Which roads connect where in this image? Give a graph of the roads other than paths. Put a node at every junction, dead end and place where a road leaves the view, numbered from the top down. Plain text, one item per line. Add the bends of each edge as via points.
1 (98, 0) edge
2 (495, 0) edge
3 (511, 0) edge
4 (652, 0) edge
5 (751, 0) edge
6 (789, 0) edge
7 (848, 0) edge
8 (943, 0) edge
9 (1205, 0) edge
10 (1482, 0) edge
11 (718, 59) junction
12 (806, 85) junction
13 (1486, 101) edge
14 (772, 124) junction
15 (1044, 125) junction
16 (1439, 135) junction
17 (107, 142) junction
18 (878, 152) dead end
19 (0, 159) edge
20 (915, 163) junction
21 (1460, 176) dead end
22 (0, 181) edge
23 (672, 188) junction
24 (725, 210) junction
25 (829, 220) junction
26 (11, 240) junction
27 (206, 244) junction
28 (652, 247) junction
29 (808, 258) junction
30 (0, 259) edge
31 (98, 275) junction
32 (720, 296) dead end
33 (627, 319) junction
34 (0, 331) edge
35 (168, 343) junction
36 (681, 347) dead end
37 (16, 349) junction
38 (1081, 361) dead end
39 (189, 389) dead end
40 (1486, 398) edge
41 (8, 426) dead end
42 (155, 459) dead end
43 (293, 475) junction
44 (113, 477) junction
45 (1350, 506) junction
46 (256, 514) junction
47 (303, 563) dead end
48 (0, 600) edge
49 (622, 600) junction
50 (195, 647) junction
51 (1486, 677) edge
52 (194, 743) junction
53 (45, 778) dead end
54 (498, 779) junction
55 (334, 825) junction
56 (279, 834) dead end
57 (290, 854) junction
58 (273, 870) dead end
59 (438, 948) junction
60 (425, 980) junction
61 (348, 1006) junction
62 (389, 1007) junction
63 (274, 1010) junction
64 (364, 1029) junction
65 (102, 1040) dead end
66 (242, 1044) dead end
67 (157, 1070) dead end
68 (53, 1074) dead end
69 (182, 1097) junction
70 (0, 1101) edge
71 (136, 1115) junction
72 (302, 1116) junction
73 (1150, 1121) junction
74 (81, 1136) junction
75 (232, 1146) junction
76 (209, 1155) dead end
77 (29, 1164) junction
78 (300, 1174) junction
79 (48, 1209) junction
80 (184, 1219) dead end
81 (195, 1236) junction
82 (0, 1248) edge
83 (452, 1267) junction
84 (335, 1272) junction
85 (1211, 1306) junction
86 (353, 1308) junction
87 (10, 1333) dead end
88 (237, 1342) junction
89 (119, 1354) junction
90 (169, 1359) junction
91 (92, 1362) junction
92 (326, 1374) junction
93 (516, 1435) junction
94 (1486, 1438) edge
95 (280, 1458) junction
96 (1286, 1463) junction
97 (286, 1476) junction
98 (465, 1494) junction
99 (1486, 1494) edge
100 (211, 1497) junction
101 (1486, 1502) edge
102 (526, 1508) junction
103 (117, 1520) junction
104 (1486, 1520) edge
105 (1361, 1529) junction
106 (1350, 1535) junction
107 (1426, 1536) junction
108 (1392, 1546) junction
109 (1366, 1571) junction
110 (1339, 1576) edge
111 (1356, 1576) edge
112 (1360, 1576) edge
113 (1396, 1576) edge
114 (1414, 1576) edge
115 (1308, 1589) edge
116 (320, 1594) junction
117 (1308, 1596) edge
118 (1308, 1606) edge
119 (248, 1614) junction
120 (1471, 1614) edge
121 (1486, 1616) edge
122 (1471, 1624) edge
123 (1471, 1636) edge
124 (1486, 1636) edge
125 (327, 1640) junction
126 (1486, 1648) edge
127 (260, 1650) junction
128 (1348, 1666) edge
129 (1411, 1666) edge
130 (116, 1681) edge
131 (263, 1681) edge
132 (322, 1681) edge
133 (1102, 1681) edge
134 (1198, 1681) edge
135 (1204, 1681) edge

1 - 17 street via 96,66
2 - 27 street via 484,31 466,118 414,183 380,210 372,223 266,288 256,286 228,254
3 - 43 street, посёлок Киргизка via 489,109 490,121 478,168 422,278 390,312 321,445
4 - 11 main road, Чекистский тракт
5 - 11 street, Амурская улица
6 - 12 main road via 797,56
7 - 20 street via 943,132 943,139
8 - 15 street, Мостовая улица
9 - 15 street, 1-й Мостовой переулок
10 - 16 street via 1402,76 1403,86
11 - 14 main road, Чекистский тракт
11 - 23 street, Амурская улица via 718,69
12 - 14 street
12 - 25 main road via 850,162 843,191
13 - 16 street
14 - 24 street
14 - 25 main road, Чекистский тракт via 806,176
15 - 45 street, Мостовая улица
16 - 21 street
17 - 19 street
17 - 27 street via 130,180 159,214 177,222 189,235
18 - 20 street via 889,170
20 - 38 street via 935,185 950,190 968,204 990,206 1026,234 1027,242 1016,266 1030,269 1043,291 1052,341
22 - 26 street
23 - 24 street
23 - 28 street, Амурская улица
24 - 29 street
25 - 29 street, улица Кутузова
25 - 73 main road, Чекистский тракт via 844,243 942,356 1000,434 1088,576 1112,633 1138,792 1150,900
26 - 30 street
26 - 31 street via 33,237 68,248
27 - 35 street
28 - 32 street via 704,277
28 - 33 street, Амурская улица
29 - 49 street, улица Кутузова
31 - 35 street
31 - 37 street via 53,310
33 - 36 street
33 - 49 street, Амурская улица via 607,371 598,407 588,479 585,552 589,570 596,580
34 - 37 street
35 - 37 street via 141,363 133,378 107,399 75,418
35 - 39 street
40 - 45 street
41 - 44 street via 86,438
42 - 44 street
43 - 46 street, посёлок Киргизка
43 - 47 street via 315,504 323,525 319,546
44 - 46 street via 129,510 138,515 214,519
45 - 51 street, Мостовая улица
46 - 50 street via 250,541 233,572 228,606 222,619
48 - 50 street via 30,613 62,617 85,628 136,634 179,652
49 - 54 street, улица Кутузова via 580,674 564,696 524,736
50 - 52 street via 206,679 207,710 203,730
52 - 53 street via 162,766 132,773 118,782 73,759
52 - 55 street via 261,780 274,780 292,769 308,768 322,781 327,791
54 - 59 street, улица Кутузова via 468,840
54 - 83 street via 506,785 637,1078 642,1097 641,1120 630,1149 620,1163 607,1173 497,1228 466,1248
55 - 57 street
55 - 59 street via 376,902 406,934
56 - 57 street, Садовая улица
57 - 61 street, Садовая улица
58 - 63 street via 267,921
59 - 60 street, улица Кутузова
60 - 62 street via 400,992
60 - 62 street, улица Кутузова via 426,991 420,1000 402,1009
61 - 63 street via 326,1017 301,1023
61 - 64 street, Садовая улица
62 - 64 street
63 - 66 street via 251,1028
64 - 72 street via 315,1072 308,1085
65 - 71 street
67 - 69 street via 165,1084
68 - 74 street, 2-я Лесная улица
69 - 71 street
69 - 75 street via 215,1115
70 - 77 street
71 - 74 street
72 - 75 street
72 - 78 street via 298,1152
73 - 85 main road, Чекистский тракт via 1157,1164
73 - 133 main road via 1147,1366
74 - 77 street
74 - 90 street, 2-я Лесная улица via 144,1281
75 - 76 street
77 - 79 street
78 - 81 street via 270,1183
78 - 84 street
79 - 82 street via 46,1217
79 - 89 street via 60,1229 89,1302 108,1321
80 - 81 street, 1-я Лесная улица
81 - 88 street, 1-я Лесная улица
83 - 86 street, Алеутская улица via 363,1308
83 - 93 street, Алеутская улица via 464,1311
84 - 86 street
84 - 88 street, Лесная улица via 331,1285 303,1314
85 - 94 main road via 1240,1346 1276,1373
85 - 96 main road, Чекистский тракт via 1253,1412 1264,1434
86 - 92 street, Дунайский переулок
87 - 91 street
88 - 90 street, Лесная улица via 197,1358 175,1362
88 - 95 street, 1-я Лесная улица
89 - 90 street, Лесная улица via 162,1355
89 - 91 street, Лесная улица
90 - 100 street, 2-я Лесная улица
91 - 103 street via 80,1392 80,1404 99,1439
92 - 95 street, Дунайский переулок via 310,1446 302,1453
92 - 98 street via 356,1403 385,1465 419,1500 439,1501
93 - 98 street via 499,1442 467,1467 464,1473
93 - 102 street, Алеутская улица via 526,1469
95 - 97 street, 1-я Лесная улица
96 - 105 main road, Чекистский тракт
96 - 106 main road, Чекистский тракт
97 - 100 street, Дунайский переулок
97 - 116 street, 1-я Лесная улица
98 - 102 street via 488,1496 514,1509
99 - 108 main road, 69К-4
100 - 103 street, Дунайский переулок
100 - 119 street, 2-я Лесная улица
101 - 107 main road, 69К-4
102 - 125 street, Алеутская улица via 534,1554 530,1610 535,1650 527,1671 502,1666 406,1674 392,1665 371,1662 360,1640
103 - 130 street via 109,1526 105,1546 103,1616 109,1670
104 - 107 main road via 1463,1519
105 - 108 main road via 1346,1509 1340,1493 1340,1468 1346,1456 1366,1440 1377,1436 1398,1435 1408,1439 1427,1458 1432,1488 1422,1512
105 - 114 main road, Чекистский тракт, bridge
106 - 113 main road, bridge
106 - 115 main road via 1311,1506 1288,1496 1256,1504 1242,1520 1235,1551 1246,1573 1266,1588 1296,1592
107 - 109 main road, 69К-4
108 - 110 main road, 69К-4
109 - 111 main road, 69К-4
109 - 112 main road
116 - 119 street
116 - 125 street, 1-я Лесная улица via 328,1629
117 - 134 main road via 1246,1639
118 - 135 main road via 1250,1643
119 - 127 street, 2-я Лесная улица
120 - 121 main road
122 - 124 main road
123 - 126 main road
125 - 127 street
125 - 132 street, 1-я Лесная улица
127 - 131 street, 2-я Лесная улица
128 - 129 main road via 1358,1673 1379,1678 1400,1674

WHAT YOU NEED TO DO: From the records above, copy every line that includes the word "посёлок".

SOLVED EXERCISE:
3 - 43 street, посёлок Киргизка via 489,109 490,121 478,168 422,278 390,312 321,445
43 - 46 street, посёлок Киргизка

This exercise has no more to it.